Glaser et al50 evaluated the combination of cardiac troponin I, BNP, homocysteine, C-reactive protein, placental growth factor, myeloperoxidase, choline, soluble CD40 ligand, ischemia-modified albumin, and lipoprotein-associated phospholipase A2 in patients with a suspected acute coronary syndrome. The combination of BNP, placental growth factor, and estimated glomerular filtration rate was the most accurate predictor of major adverse cardiovascular events compared with any other biomarker or clinical factor. With appropriate cutoff values, the negative predictive value for a major adverse cardiovascular event at 1 year was as high as 99.1%.
This study highlighted the importance of combining biomarkers, showing that with a negative predictive value of 97% for 30-day events, the combination of placental growth factor, BNP, and cardiac troponin I may help surmount the delay from symptom onset to cardiac troponin increase, thus permitting a more timely diagnosis and safe discharge within 12 hours.
Comment. These studies raise the promise that panels of biomarkers can be used in patients deemed to be at low risk after clinical assessment and troponin evaluation to enable them to be safely discharged early and to obviate the need for stress testing.
If we assume that unstable cardiac disease requiring hospitalization accounts for 35% of patients with chest pain, a hypothetical panel of biomarkers with a sensitivity and specificity of 95% for adverse cardiac outcomes would have a positive predictive value of 91% and a negative predictive value of 97%. The negative likelihood ratio of this hypothetical biomarker panel would be 0.05, while the positive likelihood ratio would be 19. This performance level means that in patients with a pretest probability less than 50%, the posttest probability can be reduced to below 10%, so that such patients can be safely discharged without further hospital evaluation.
Conversely, a positive test result in patients with pretest probability of 30% or greater raises the posttest probability to nearly 90%, meaning that such patients should be considered for aggressive intervention without the need for stress testing.
RETURN TO OUR SCENARIOS
Chest pain remains a nonspecific complaint, and the interpretation of biomarkers to find the cause presents clinicians with challenges, as illustrated by the cases introduced at the beginning of this article.
The cardiac troponin I elevation in scenario 1 led to an initial diagnosis of unstable angina. However, coronary angiography showed lesion-free coronary arteries, thus excluding ischemic heart disease.
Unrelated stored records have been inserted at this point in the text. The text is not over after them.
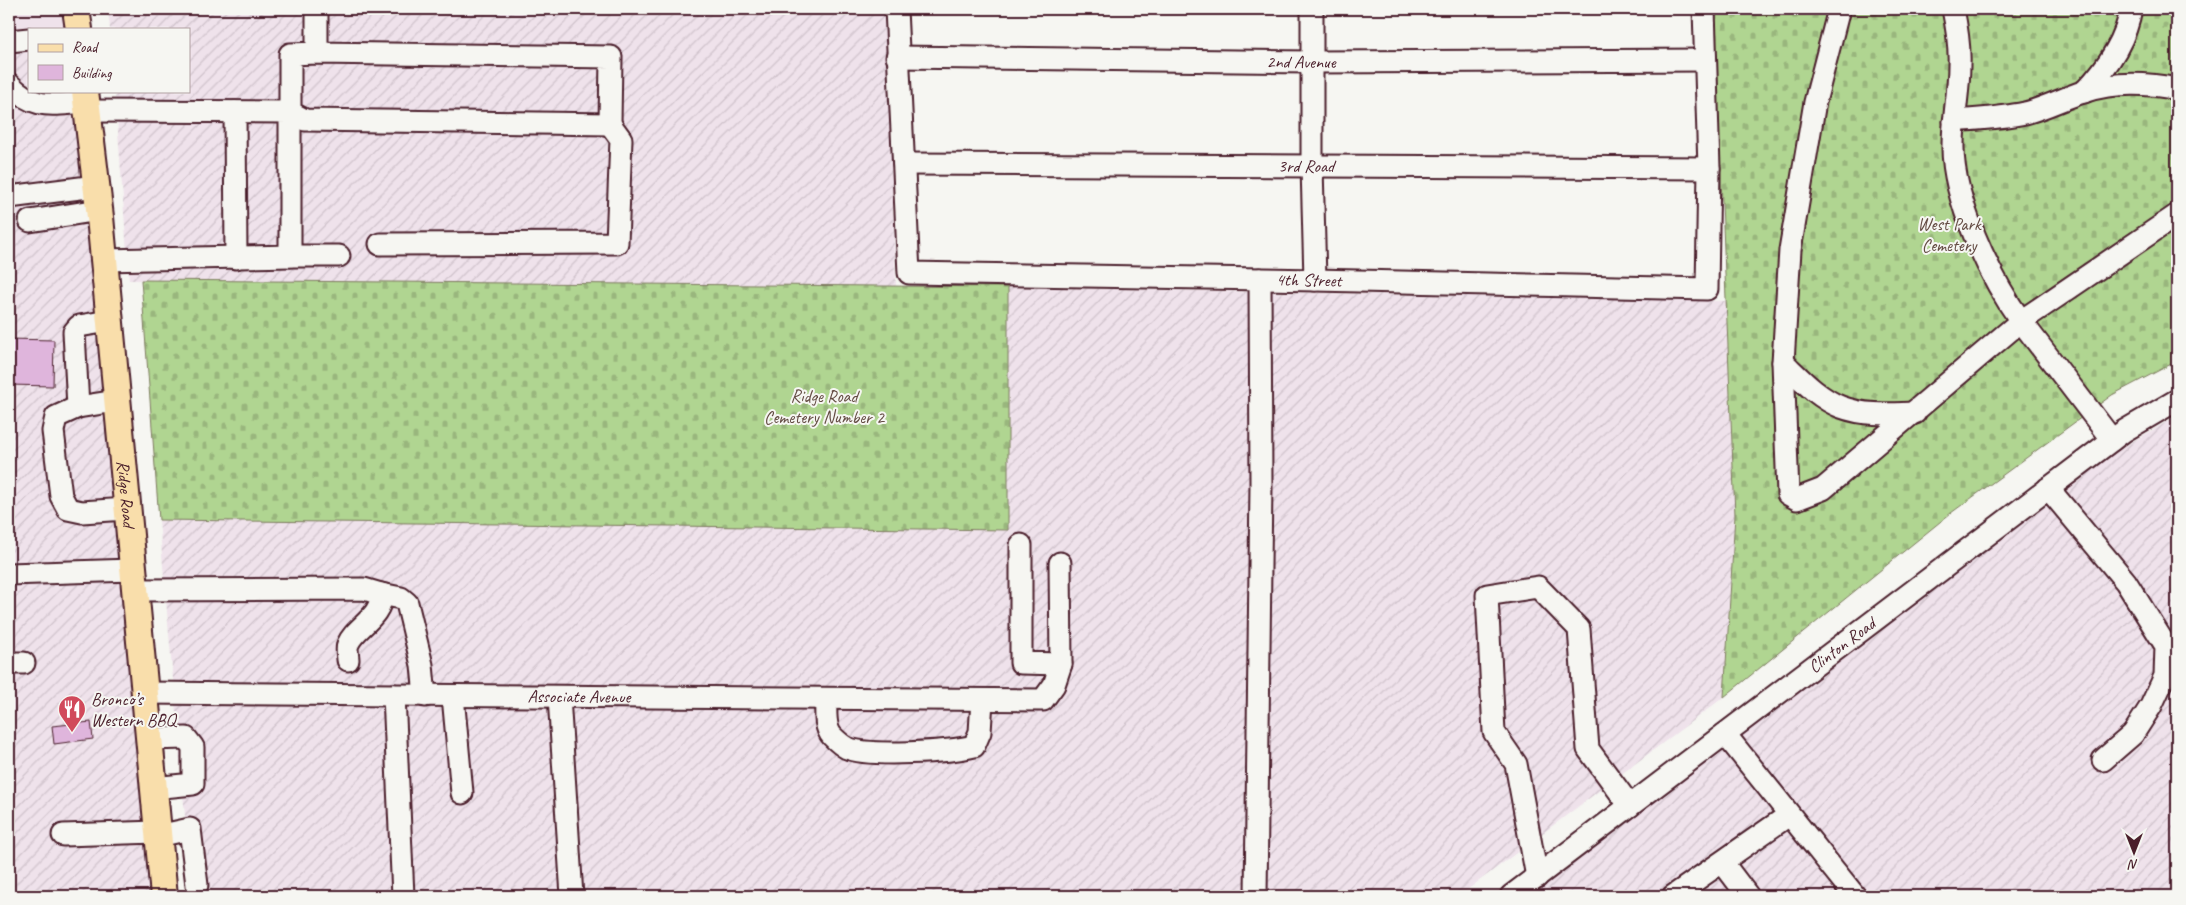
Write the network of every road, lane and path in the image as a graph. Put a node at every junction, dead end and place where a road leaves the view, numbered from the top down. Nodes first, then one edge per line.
1 (76, 9) edge
2 (317, 9) edge
3 (896, 9) edge
4 (1312, 9) edge
5 (1704, 9) edge
6 (1839, 9) edge
7 (1953, 9) edge
8 (2131, 9) edge
9 (78, 28) edge
10 (28, 39) edge
11 (9, 41) edge
12 (317, 53) junction
13 (898, 57) junction
14 (1705, 60) junction
15 (1312, 62) junction
16 (9, 84) edge
17 (2177, 89) edge
18 (2084, 92) junction
19 (87, 101) edge
20 (235, 112) junction
21 (290, 112) junction
22 (1954, 121) junction
23 (610, 124) junction
24 (904, 164) junction
25 (1312, 166) junction
26 (1709, 168) junction
27 (9, 197) edge
28 (98, 198) junction
29 (2177, 215) edge
30 (30, 221) dead end
31 (380, 244) dead end
32 (290, 256) junction
33 (339, 256) dead end
34 (236, 258) junction
35 (104, 260) junction
36 (1260, 279) junction
37 (1315, 280) junction
38 (109, 321) junction
39 (2021, 321) junction
40 (1783, 362) junction
41 (116, 400) junction
42 (2177, 400) edge
43 (78, 407) junction
44 (1915, 413) junction
45 (2112, 440) junction
46 (2048, 488) junction
47 (126, 509) junction
48 (1021, 545) dead end
49 (1060, 563) dead end
50 (9, 574) edge
51 (133, 580) junction
52 (373, 592) junction
53 (348, 660) dead end
54 (1062, 664) junction
55 (143, 693) junction
56 (394, 696) junction
57 (425, 696) junction
58 (453, 696) junction
59 (559, 697) junction
60 (826, 699) junction
61 (982, 700) junction
62 (1725, 734) junction
63 (148, 739) junction
64 (2102, 760) dead end
65 (153, 788) junction
66 (462, 793) dead end
67 (1630, 806) junction
68 (1789, 816) junction
69 (158, 834) junction
70 (63, 835) dead end
71 (1723, 863) junction
72 (1537, 877) junction
73 (198, 891) edge
74 (164, 895) edge
75 (1852, 895) edge
76 (403, 896) edge
77 (572, 896) edge
78 (1256, 896) edge
79 (1511, 896) edge
80 (1673, 896) edge
81 (1748, 896) edge

1 - 9 main road
2 - 12 street
3 - 13 street
4 - 15 street
5 - 14 street
6 - 40 street
7 - 22 street
8 - 18 street
10 - 11 street
12 - 21 street
12 - 23 street
13 - 15 street, 2nd Avenue
13 - 24 street
14 - 15 street, 2nd Avenue
14 - 26 street
15 - 25 street
16 - 19 street
17 - 18 street
18 - 22 street
19 - 20 street
19 - 28 main road, Ridge Road
20 - 21 street
20 - 34 street
21 - 23 street
21 - 32 street
22 - 39 street
23 - 31 street
24 - 25 street, 3rd Road
24 - 36 street, 4th Street
25 - 26 street, 3rd Road
25 - 37 street
26 - 37 street, 4th Street
27 - 28 street
28 - 30 street
28 - 35 main road, Ridge Road
29 - 39 street
32 - 33 street
32 - 34 street
34 - 35 street
35 - 38 main road, Ridge Road
36 - 37 street, 4th Street
36 - 78 street
38 - 41 main road, Ridge Road
38 - 43 street
39 - 44 street
39 - 45 street
40 - 44 street
40 - 44 street
41 - 43 street
41 - 47 main road, Ridge Road
42 - 45 street, Clinton Road
43 - 47 street
45 - 46 street, Clinton Road
46 - 62 street, Clinton Road
46 - 64 street
47 - 51 main road, Ridge Road
48 - 54 street
49 - 54 street
50 - 51 street
51 - 52 street
51 - 55 main road, Ridge Road
52 - 53 street
52 - 57 street
54 - 61 street, Associate Avenue
55 - 56 street, Associate Avenue
55 - 63 main road, Ridge Road
56 - 57 street, Associate Avenue
56 - 76 street
57 - 58 street, Associate Avenue
58 - 59 street, Associate Avenue
58 - 66 street
59 - 60 street, Associate Avenue
59 - 77 street
60 - 61 street, Associate Avenue
60 - 61 street
62 - 67 street, Clinton Road
62 - 68 street
63 - 65 main road, Ridge Road
63 - 65 street
65 - 69 main road, Ridge Road
67 - 72 street, Clinton Road
67 - 72 street
68 - 71 street
68 - 75 street
69 - 70 street
69 - 73 street
69 - 74 main road, Ridge Road
71 - 80 street
71 - 81 street
72 - 79 street, Clinton Road
73 - 74 street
When other diseases that could cause elevated cardiac troponin I were considered and investigated with further diagnostic tests such as D-dimer, pulmonary embolism became the new working diagnosis, and this was confirmed by CT angiography.
Similarly, given the laboratory values for the patient in scenario 2, the condition could have been mistaken for an acute coronary syndrome. However, the absence of evidence on ECG to support this diagnosis would indicate an erroneously elevated biomarker secondary to his background of chronic renal insufficiency.